• _WHAT TO DO_:
Which of the lines in the data below contain the string "Viale"? Copy each of them.

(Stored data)
——————

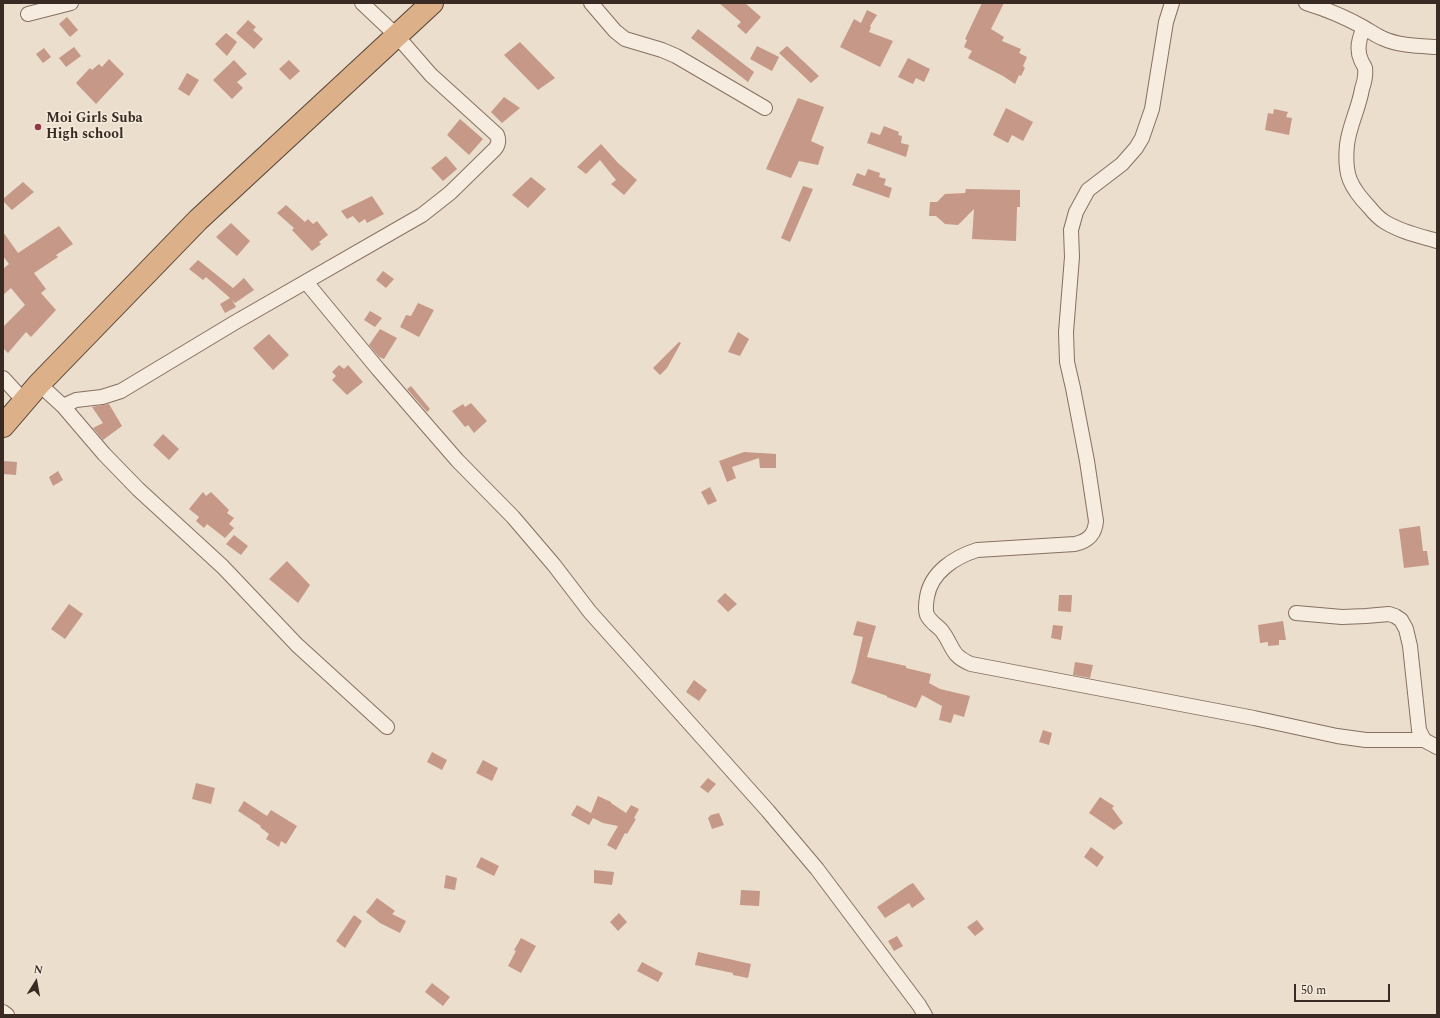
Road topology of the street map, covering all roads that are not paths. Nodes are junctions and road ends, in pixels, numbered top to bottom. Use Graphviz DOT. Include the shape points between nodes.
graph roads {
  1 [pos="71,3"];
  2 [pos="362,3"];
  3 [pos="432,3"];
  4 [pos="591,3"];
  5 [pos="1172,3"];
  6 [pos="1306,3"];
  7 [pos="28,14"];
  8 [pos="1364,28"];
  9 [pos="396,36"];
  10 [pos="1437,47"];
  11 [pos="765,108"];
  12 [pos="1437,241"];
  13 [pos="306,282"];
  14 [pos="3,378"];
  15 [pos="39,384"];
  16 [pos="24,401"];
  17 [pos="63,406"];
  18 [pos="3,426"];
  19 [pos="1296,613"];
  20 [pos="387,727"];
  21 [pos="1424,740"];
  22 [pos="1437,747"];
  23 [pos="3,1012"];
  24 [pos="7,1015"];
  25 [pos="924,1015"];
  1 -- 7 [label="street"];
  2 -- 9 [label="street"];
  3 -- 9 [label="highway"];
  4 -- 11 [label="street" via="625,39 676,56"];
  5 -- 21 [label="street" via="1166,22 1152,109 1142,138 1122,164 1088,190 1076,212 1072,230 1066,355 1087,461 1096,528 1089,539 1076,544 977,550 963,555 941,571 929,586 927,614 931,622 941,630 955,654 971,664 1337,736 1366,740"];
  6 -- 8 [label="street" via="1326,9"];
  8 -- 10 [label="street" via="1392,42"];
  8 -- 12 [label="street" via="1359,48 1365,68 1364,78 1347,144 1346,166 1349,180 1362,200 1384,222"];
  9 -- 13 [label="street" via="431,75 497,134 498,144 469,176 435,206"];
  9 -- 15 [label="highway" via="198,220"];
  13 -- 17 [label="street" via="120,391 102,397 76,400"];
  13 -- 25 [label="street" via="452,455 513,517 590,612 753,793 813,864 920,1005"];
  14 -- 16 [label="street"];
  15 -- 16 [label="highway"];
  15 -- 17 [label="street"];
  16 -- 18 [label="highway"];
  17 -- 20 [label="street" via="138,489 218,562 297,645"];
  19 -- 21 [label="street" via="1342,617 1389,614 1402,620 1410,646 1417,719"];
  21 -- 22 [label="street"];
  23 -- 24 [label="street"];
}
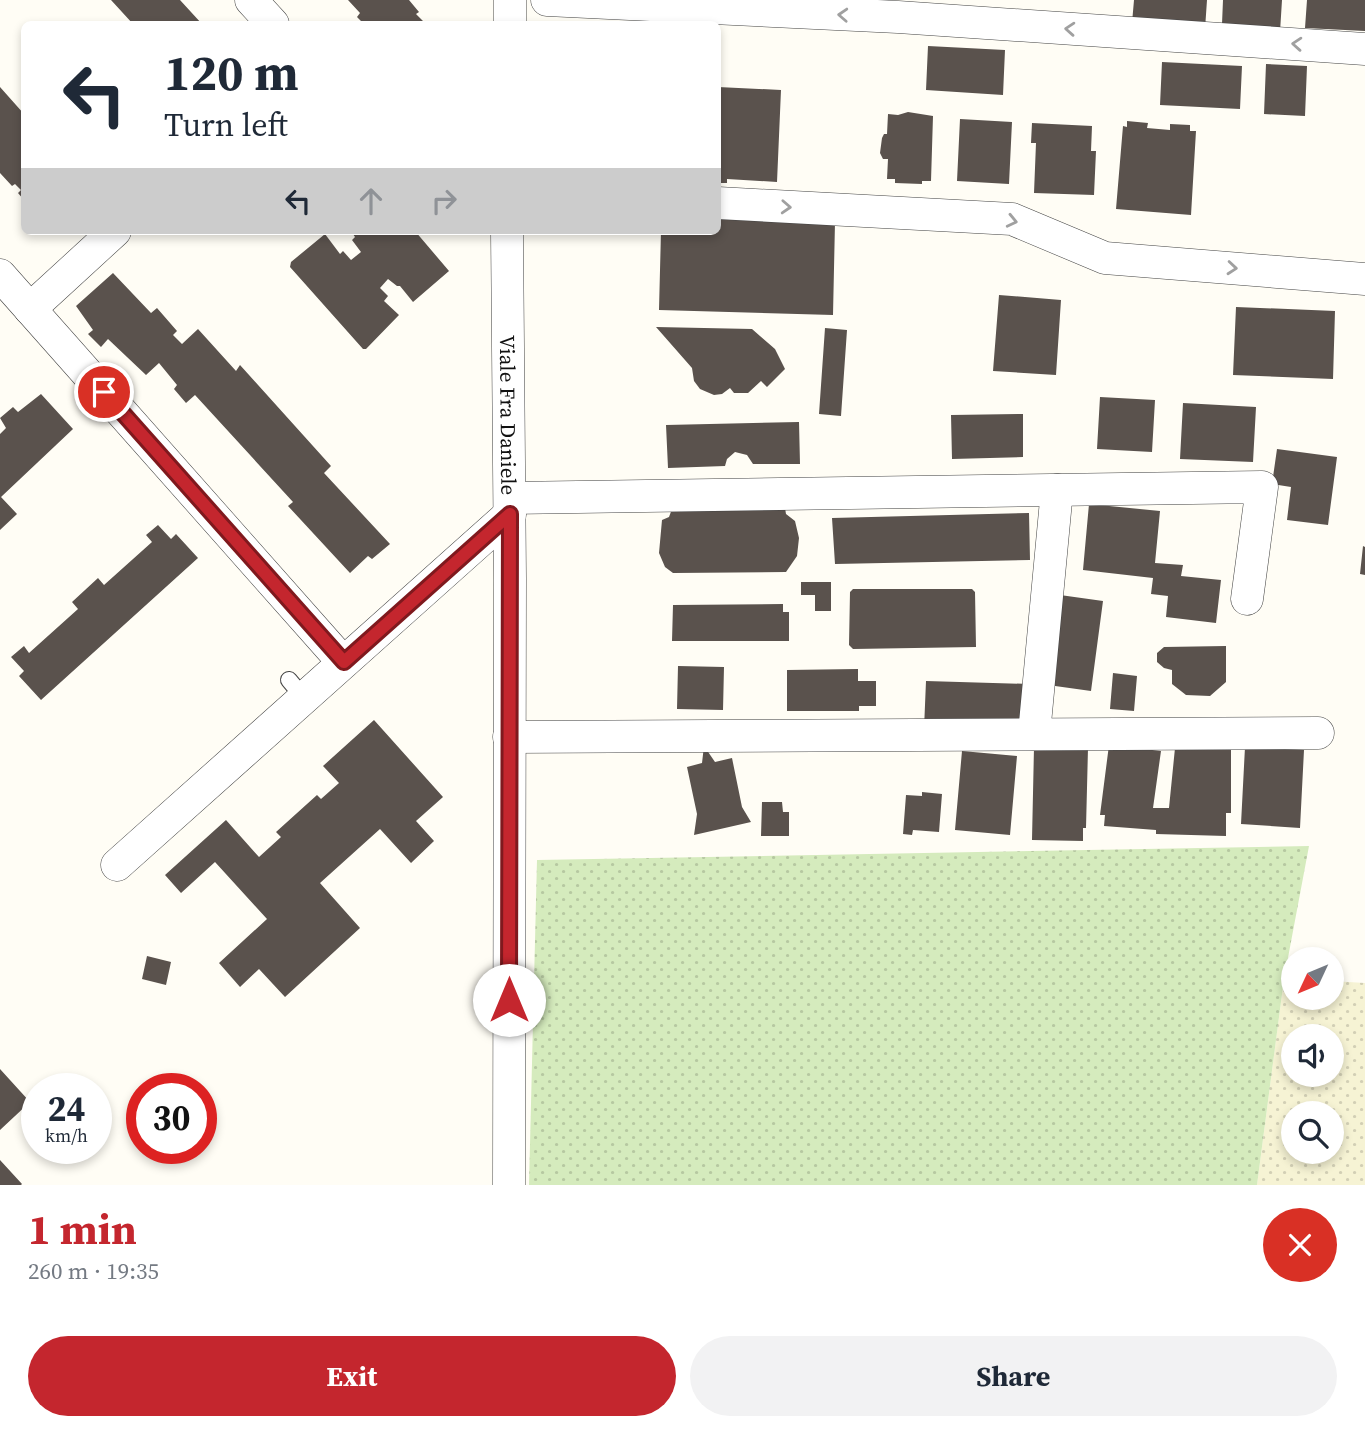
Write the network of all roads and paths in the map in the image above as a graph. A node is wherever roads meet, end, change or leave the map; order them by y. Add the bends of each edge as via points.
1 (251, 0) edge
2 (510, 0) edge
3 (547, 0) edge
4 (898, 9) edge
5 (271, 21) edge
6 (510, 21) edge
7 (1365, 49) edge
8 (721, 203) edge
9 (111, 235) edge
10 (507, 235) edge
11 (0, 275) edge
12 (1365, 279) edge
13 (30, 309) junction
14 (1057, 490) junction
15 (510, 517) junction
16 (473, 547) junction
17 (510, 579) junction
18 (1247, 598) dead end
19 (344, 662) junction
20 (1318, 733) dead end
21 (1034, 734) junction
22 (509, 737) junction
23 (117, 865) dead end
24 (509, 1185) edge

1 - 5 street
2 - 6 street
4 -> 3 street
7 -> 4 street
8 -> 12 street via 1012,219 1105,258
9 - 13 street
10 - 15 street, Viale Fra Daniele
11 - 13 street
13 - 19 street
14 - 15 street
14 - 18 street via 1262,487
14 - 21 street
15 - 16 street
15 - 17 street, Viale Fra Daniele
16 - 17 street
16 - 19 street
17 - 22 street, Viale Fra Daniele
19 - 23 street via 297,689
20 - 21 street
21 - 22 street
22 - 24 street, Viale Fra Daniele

——————

• _SOLUTION_:
10 - 15 street, Viale Fra Daniele
15 - 17 street, Viale Fra Daniele
17 - 22 street, Viale Fra Daniele
22 - 24 street, Viale Fra Daniele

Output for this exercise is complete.